The skull of a Neanderthal woman, discovered in a quarry in 1848, was only the second Neanderthal skull ever found and the first adult Neanderthal skull to be discovered, eight years before the discovery of the skull for which the species was named in Neandertal, Germany; had it been recognised as a separate species, it might have been called Calpican (or Gibraltarian) rather than Neanderthal Man. The skull of a Neanderthal child was discovered nearby in 1926. The Neanderthals are known to have occupied ten sites on the Gibraltar peninsula at the southern tip of Iberia, which may have had one of the densest areas of Neanderthal settlement of anywhere in Europe.
The caves in the Rock of Gibraltar that the Neanderthals inhabited have been excavated and have revealed a wealth of information about their lifestyle and the prehistoric landscape of the area. The peninsula stood on the edge of a fertile coastal plain, now submerged, that supported a wide variety of animals and plants which the Neanderthals exploited to provide a highly varied diet.

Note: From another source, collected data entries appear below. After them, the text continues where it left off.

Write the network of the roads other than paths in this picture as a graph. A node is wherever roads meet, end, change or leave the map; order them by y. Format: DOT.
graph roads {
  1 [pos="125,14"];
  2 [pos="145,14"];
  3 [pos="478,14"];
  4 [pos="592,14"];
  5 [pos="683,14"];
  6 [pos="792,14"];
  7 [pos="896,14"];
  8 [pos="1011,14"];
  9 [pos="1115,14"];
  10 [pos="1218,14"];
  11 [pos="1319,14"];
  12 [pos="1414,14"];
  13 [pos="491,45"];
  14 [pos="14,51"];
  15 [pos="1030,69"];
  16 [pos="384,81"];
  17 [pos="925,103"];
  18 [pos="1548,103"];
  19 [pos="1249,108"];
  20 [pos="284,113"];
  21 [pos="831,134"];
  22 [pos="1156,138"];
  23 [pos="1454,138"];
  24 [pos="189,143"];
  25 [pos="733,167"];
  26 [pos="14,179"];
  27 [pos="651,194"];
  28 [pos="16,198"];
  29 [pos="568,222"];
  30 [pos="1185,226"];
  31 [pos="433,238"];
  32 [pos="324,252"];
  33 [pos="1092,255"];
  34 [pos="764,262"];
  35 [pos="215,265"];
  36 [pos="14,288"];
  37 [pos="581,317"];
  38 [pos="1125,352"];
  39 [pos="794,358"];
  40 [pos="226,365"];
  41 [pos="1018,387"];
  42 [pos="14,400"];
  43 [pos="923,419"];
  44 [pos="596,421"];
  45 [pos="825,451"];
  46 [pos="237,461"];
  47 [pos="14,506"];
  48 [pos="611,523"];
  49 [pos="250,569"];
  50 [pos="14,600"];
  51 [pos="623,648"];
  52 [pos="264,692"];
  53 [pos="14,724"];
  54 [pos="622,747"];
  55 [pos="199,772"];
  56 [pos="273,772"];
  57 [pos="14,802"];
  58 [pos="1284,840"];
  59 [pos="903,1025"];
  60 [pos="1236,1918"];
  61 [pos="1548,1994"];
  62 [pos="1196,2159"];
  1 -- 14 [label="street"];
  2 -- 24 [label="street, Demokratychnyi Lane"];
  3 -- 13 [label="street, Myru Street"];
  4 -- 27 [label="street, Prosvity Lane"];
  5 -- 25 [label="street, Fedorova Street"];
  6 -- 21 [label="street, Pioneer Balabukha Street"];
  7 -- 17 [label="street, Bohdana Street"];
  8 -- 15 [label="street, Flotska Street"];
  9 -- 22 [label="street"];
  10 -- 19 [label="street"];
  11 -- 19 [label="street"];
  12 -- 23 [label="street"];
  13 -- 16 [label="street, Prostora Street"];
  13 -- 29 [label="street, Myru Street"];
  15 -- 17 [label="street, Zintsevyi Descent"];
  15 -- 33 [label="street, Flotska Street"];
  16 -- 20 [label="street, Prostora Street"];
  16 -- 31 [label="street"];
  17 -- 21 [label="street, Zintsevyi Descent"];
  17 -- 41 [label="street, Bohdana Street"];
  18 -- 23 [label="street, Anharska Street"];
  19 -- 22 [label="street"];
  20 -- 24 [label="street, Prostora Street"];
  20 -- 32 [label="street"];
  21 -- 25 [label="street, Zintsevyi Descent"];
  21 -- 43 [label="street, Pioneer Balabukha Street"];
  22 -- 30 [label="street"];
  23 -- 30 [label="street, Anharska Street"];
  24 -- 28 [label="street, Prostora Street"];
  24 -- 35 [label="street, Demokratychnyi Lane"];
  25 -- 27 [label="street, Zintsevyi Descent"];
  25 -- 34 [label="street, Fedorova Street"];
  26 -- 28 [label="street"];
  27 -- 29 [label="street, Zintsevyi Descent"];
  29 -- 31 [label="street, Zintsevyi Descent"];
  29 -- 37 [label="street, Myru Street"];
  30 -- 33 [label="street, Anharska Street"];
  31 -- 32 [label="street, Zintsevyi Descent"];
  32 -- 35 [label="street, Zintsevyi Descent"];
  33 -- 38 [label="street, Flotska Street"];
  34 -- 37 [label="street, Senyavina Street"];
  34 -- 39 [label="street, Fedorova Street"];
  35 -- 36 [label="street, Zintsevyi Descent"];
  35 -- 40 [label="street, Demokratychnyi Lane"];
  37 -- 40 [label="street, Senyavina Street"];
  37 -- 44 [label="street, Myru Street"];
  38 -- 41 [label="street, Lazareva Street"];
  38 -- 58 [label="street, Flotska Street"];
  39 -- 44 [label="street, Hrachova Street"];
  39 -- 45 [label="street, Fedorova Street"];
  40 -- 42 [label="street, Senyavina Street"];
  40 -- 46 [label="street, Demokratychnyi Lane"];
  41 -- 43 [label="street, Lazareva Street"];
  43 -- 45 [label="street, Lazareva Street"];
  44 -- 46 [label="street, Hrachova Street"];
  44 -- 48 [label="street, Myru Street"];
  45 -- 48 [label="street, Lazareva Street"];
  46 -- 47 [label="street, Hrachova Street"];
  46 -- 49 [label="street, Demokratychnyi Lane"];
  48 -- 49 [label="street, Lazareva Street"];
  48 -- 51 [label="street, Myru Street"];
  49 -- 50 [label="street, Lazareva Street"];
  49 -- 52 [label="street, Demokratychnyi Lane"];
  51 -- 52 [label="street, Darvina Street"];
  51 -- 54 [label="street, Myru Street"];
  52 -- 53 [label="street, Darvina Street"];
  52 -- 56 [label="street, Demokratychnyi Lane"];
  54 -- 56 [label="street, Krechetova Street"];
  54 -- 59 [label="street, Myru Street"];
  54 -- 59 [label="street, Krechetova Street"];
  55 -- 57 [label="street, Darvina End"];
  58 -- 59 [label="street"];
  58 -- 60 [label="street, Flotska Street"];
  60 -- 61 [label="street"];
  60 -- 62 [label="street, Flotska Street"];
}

Unlike northern Europe, which underwent massive swings in its climate and was largely uninhabitable for long periods, the far south of Iberia enjoyed a stable and mild climate for over 125,000 years. It became a refuge from the ice ages for animals, plants and Neanderthals, who survived there for possibly several thousand years longer than anywhere else. Around 24,000 years ago, however, the climate underwent abrupt changes which would have greatly disrupted the Gibraltar Neanderthals' food supply and may have stressed their population beyond recovery, leading to their final extinction.
The Gibraltar Neanderthals first came to light in 1848 during excavations in the course of the construction of a fortification called Forbes' Barrier at the northern end of the Rock of Gibraltar. The skull of a Neanderthal was discovered in Forbes' Quarry by Lieutenant Edmund Flint, though its exact provenance is unknown, and was the subject of a presentation to the Gibraltar Scientific Society by Lieutenant Flint in March 1848. It was not realised at the time that the skull, now known as Gibraltar 1, was of a separate species and it was not until 1862 that it was studied by palaeontologists George Busk and Hugh Falconer during a visit to Gibraltar. They gave a report on it to the British Association for the Advancement of Science in 1864 and proposed that the species be called Homo calpicus after Mons Calpe, the ancient name for Gibraltar. It was only later realised that the skull was a specimen of Homo neanderthalensis, which had been named for the Neanderthal 1 skull found in Germany in 1856. Busk described it as "characteristic of a race extending from the Rhine to the Pillars of Hercules", highlighting its importance as confirmation that the Neanderthal 1 specimen was genuinely a member of a distinct species and not simply a deformed Homo sapiens.